### Exercise directions
Transcribe the records below from the first line to the line that includes "Which roads connect", inclusive, and omit the pictures.

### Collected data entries
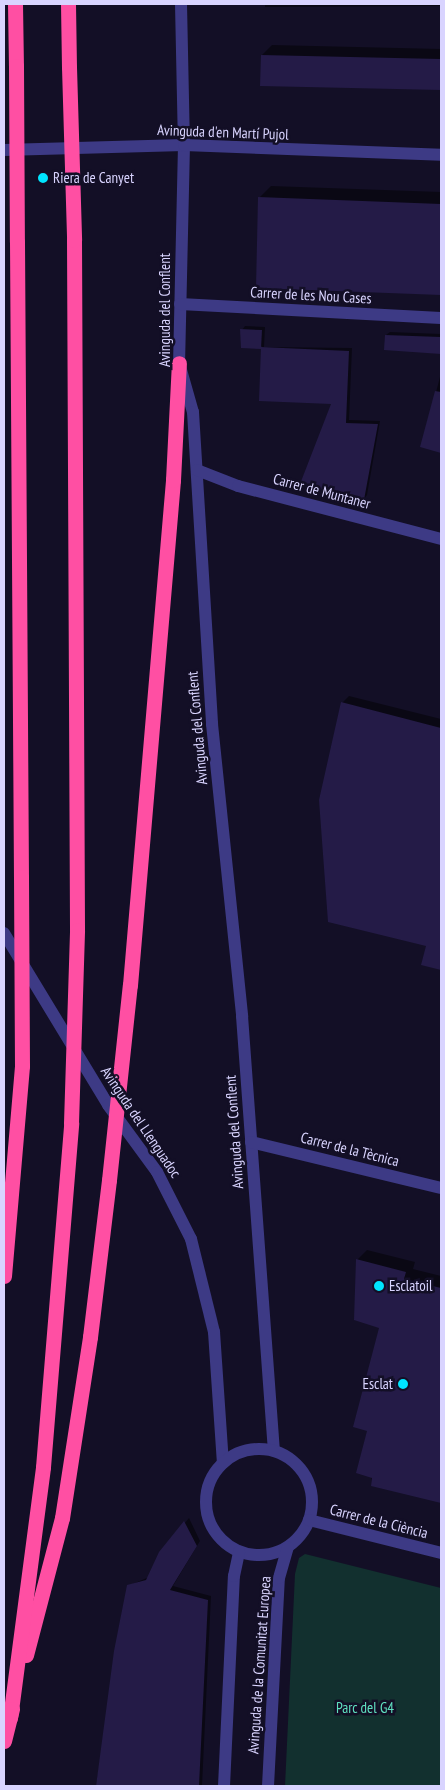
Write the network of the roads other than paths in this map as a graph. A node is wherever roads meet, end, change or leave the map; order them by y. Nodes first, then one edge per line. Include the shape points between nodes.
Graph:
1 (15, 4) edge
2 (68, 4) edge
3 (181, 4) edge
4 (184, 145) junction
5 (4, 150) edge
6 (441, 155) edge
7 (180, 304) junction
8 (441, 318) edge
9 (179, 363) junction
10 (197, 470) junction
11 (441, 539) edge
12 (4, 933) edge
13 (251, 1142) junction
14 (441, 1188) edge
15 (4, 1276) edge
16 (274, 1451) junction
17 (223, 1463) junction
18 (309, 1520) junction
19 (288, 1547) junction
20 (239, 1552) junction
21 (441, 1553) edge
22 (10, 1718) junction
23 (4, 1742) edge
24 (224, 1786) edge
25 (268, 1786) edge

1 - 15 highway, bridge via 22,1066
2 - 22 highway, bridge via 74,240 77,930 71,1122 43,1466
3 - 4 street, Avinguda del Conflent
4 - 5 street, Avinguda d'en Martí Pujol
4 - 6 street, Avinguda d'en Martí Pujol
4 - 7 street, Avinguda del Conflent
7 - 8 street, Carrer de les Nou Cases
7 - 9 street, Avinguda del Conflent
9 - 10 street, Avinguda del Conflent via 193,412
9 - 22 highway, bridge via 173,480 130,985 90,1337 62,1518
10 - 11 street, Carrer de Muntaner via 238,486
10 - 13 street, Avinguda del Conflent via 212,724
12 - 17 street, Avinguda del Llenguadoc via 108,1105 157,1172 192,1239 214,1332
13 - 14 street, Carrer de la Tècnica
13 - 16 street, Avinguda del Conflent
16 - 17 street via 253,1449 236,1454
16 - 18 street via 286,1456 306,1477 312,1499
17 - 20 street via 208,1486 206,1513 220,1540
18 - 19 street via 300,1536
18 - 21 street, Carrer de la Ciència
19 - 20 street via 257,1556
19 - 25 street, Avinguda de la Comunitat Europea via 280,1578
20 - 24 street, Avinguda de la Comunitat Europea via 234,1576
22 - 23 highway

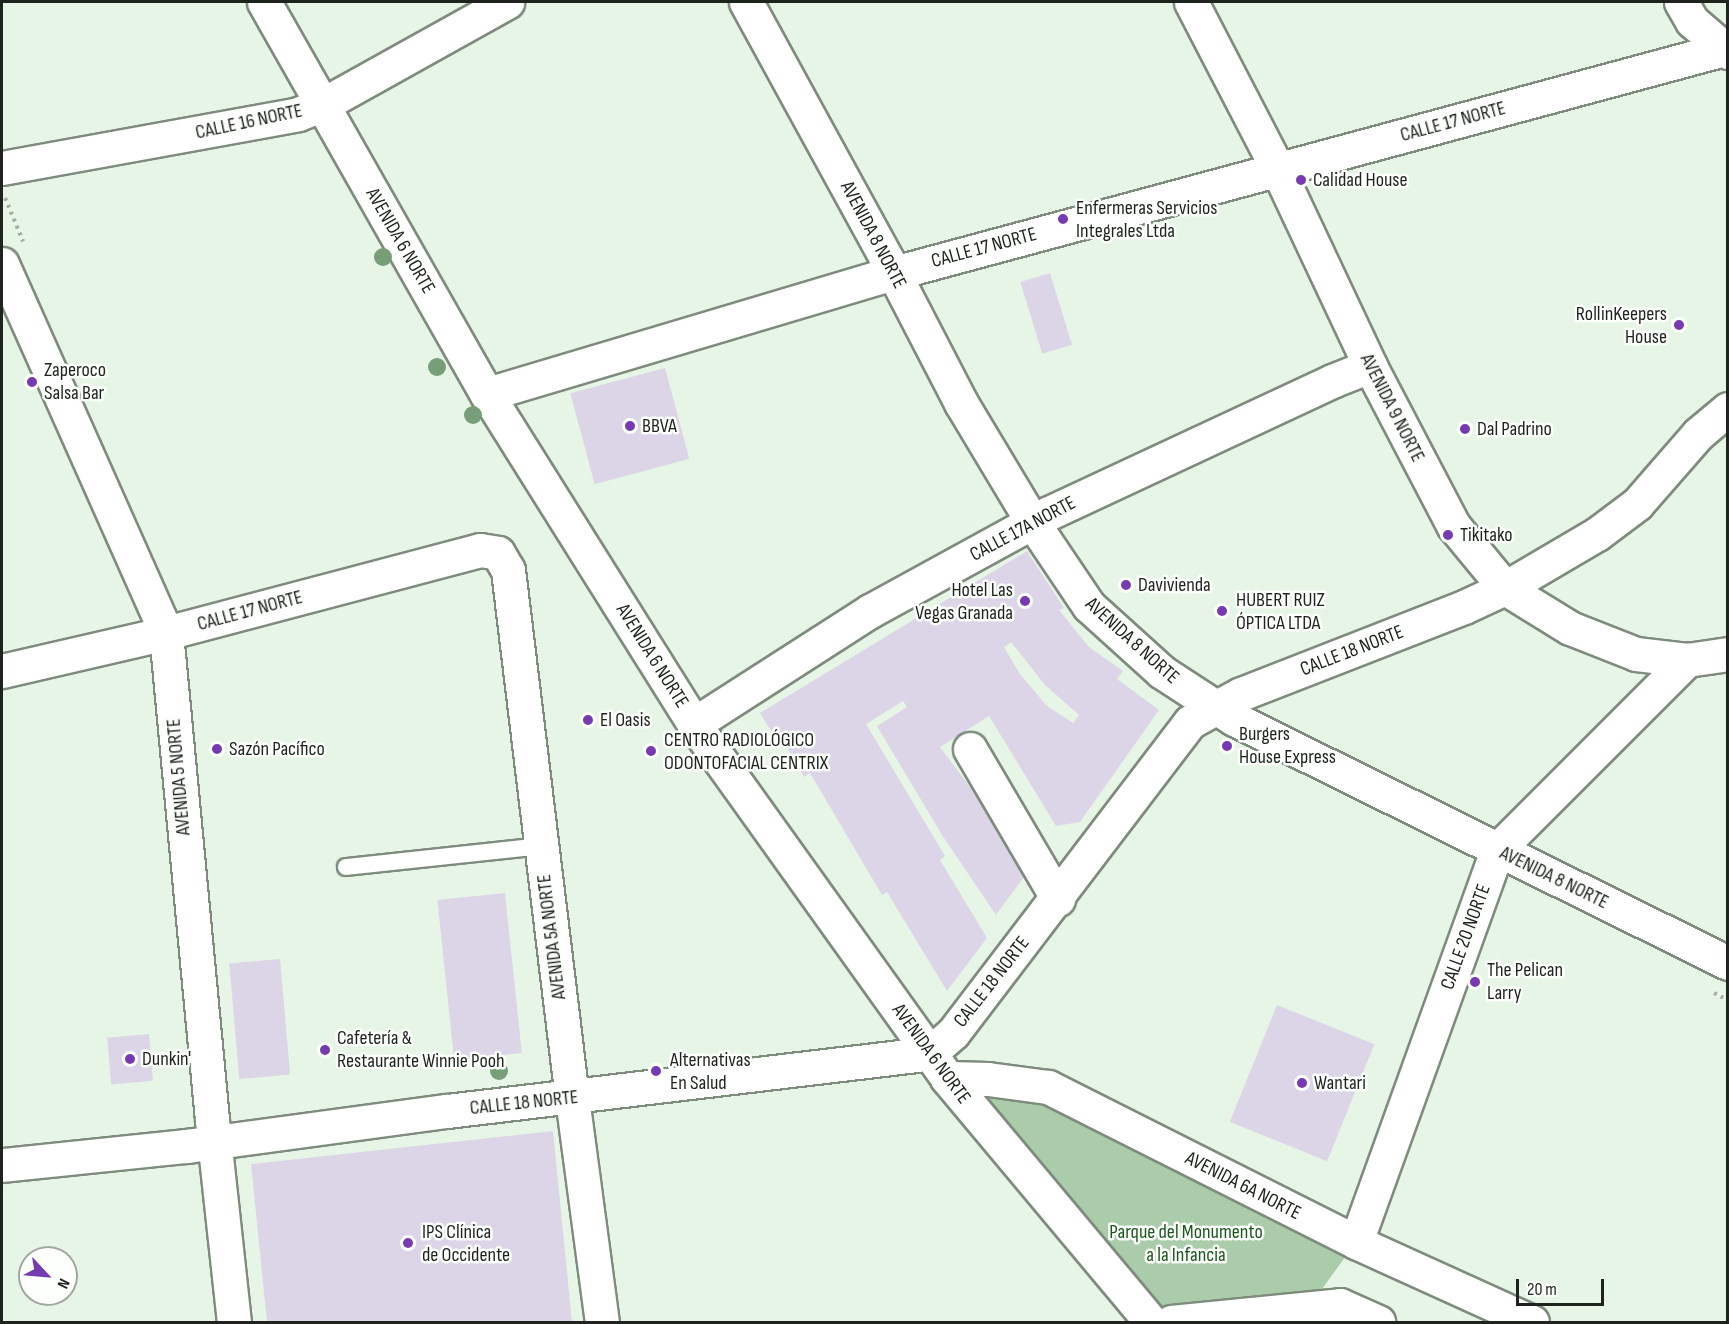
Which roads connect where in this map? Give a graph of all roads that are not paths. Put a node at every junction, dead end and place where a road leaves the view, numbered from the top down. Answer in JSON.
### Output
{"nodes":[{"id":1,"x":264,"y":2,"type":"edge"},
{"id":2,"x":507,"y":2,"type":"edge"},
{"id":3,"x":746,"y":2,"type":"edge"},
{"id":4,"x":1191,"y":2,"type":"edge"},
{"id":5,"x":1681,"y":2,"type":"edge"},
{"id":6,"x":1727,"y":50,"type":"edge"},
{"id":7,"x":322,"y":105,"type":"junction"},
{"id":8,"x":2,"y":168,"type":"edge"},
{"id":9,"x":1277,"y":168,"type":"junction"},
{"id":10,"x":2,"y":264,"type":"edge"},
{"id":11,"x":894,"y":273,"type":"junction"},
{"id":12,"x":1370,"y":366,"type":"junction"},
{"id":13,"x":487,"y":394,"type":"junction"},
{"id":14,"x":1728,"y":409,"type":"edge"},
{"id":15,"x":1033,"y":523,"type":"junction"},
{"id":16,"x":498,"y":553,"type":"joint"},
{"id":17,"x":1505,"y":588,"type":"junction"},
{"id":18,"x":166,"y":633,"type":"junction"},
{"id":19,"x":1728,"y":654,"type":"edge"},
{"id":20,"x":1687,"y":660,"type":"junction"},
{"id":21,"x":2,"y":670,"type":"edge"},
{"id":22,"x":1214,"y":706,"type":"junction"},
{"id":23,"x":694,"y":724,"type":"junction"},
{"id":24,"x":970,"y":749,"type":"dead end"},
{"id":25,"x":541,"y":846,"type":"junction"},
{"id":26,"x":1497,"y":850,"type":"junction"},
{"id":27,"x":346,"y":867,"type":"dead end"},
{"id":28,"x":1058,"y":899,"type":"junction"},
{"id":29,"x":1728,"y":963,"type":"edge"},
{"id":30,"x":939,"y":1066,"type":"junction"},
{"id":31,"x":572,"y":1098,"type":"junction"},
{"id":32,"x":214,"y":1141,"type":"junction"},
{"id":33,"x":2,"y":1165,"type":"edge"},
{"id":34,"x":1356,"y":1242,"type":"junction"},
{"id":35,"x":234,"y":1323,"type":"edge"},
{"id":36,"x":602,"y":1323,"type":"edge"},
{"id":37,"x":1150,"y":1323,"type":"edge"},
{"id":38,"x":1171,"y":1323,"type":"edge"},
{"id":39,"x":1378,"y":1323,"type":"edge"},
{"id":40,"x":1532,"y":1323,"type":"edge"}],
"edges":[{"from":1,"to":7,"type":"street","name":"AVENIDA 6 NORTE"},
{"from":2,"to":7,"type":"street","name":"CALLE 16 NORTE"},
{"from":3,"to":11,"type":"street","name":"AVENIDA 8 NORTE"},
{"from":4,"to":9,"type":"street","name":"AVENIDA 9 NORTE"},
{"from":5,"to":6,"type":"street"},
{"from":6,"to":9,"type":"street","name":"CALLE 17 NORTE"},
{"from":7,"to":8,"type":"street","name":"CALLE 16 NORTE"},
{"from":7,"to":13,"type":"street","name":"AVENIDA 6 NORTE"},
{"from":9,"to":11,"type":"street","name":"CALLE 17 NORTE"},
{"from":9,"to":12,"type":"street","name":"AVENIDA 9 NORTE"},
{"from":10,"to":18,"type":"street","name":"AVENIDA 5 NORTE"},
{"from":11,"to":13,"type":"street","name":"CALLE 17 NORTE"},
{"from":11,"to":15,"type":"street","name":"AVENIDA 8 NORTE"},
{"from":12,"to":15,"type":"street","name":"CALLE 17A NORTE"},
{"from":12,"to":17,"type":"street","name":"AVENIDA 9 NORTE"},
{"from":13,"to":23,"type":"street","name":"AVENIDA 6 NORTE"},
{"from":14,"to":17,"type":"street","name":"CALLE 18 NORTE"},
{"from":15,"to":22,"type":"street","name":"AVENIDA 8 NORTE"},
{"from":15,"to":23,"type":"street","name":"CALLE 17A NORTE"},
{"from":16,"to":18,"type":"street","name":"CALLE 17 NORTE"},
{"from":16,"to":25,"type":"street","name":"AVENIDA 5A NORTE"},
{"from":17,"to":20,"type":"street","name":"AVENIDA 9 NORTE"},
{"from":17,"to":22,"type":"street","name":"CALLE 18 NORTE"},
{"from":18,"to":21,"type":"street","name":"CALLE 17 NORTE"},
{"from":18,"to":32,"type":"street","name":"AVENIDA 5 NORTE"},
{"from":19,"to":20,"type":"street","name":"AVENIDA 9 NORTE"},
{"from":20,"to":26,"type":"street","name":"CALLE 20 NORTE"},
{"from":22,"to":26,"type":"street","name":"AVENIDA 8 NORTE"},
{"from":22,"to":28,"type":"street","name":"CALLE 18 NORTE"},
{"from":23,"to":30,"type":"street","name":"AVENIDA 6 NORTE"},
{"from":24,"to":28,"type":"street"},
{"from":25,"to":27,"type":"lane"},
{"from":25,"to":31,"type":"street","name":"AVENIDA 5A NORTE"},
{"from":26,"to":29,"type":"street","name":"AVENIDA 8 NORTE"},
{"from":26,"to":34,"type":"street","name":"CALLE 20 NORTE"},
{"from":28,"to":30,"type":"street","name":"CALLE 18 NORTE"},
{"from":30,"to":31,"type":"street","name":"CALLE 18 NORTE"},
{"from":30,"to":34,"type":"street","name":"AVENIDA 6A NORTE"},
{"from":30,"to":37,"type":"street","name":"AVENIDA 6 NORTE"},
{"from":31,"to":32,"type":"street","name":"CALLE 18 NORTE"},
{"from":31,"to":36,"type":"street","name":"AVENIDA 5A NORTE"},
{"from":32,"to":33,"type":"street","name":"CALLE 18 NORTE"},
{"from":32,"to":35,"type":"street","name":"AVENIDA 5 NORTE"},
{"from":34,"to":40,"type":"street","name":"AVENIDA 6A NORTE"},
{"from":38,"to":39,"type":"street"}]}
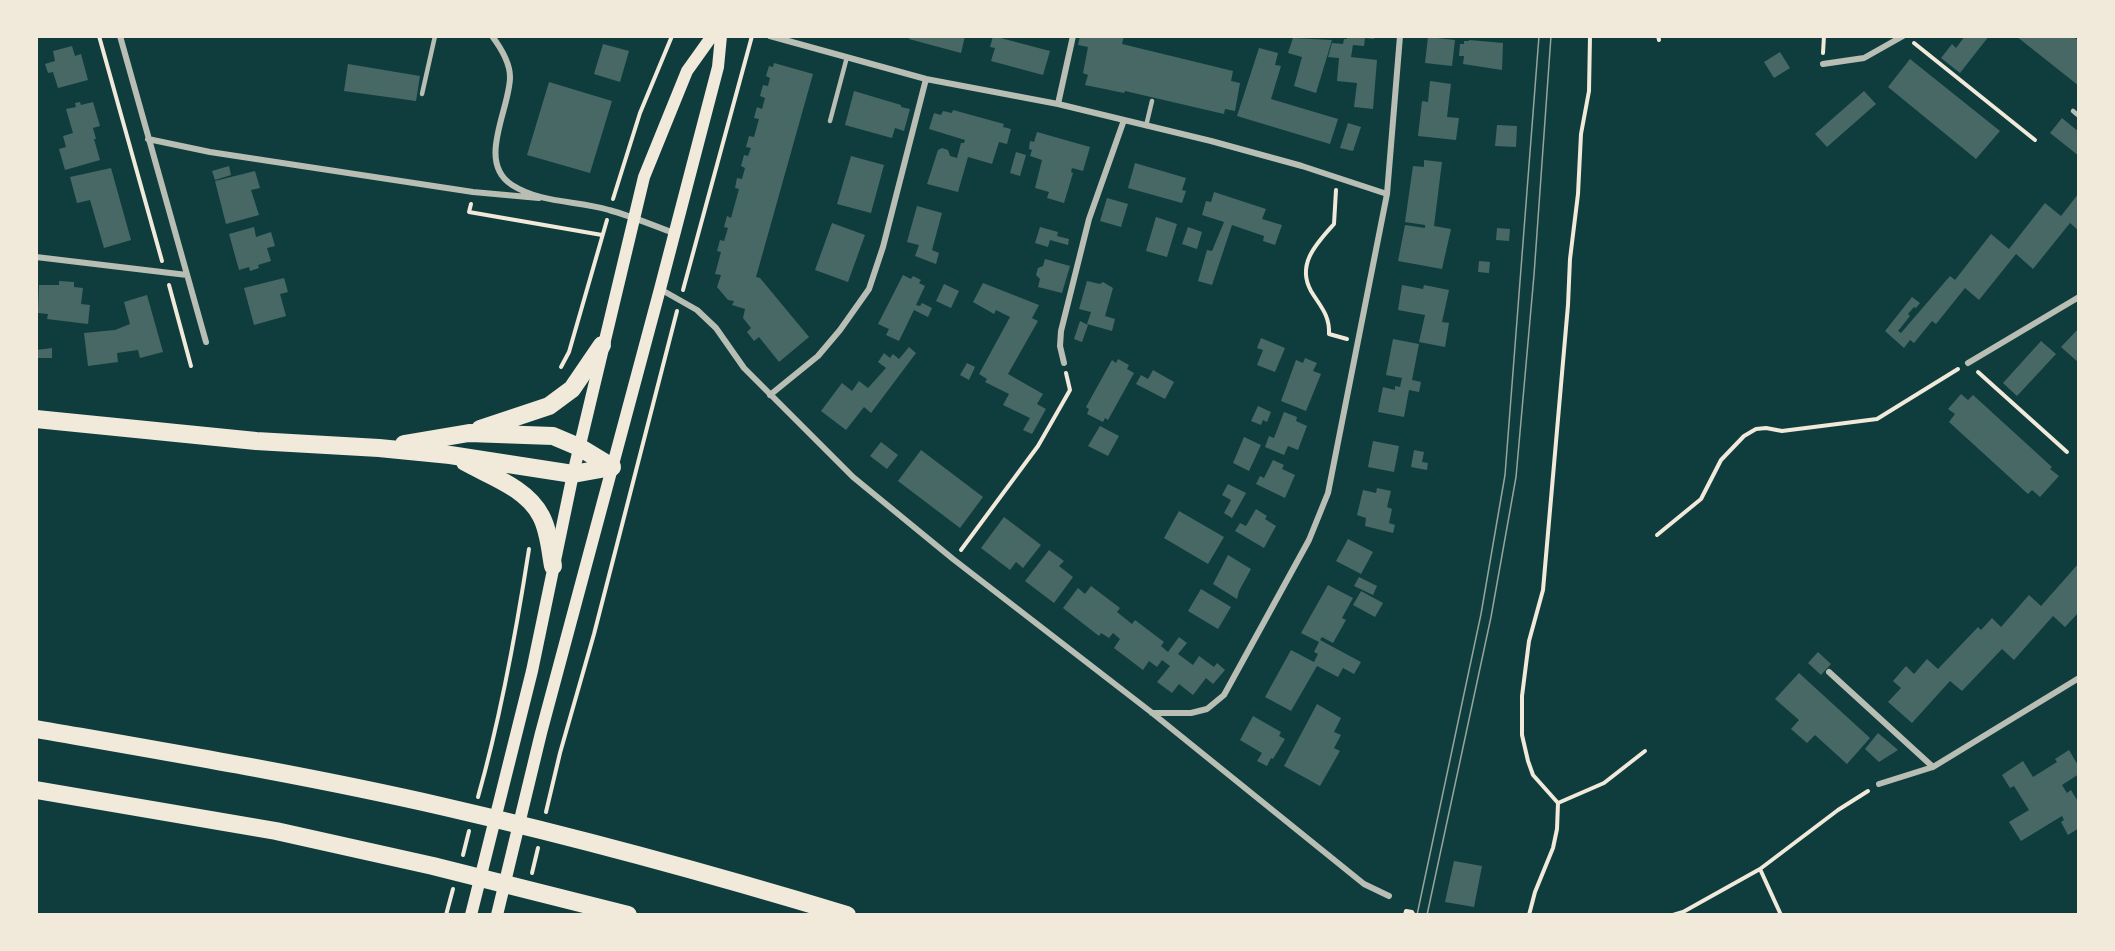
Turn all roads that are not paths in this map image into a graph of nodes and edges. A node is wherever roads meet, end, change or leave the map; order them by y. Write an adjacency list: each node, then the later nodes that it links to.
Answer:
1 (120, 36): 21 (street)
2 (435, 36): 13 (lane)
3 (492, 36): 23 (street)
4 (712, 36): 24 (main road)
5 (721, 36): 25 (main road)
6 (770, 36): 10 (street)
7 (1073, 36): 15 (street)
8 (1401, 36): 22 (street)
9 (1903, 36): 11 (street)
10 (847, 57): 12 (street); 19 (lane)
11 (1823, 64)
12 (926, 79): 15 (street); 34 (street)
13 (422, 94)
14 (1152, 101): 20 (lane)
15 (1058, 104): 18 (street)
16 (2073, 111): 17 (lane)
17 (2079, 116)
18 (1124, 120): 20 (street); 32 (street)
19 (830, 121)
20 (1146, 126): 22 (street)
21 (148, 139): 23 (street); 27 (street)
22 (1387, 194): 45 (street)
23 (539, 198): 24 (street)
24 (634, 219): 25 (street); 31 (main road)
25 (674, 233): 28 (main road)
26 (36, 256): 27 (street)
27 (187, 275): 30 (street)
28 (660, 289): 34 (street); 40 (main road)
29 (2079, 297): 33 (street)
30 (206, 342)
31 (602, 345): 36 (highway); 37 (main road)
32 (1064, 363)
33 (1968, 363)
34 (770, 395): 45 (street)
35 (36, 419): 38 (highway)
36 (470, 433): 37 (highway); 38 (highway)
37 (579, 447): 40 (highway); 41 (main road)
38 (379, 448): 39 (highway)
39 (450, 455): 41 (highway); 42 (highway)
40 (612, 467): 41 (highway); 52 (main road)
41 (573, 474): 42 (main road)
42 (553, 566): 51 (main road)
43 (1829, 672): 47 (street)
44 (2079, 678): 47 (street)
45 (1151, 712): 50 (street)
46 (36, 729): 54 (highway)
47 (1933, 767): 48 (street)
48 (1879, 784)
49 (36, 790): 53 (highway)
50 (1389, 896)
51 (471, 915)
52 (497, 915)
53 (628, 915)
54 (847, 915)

### Answer section
Write the network of the roads other than paths in this map as a graph. A node is wherever roads meet, end, change or leave the map; order them by y. Nodes first, then one edge per line. Include the shape points between nodes.
Graph:
1 (15, 4) edge
2 (68, 4) edge
3 (181, 4) edge
4 (184, 145) junction
5 (4, 150) edge
6 (441, 155) edge
7 (180, 304) junction
8 (441, 318) edge
9 (179, 363) junction
10 (197, 470) junction
11 (441, 539) edge
12 (4, 933) edge
13 (251, 1142) junction
14 (441, 1188) edge
15 (4, 1276) edge
16 (274, 1451) junction
17 (223, 1463) junction
18 (309, 1520) junction
19 (288, 1547) junction
20 (239, 1552) junction
21 (441, 1553) edge
22 (10, 1718) junction
23 (4, 1742) edge
24 (224, 1786) edge
25 (268, 1786) edge

1 - 15 highway, bridge via 22,1066
2 - 22 highway, bridge via 74,240 77,930 71,1122 43,1466
3 - 4 street, Avinguda del Conflent
4 - 5 street, Avinguda d'en Martí Pujol
4 - 6 street, Avinguda d'en Martí Pujol
4 - 7 street, Avinguda del Conflent
7 - 8 street, Carrer de les Nou Cases
7 - 9 street, Avinguda del Conflent
9 - 10 street, Avinguda del Conflent via 193,412
9 - 22 highway, bridge via 173,480 130,985 90,1337 62,1518
10 - 11 street, Carrer de Muntaner via 238,486
10 - 13 street, Avinguda del Conflent via 212,724
12 - 17 street, Avinguda del Llenguadoc via 108,1105 157,1172 192,1239 214,1332
13 - 14 street, Carrer de la Tècnica
13 - 16 street, Avinguda del Conflent
16 - 17 street via 253,1449 236,1454
16 - 18 street via 286,1456 306,1477 312,1499
17 - 20 street via 208,1486 206,1513 220,1540
18 - 19 street via 300,1536
18 - 21 street, Carrer de la Ciència
19 - 20 street via 257,1556
19 - 25 street, Avinguda de la Comunitat Europea via 280,1578
20 - 24 street, Avinguda de la Comunitat Europea via 234,1576
22 - 23 highway

Which roads connect where in this map? Give a graph of all roads that are not paths. Put a node at every junction, dead end and place where a road leaves the view, numbered from the top down. Answer in JSON.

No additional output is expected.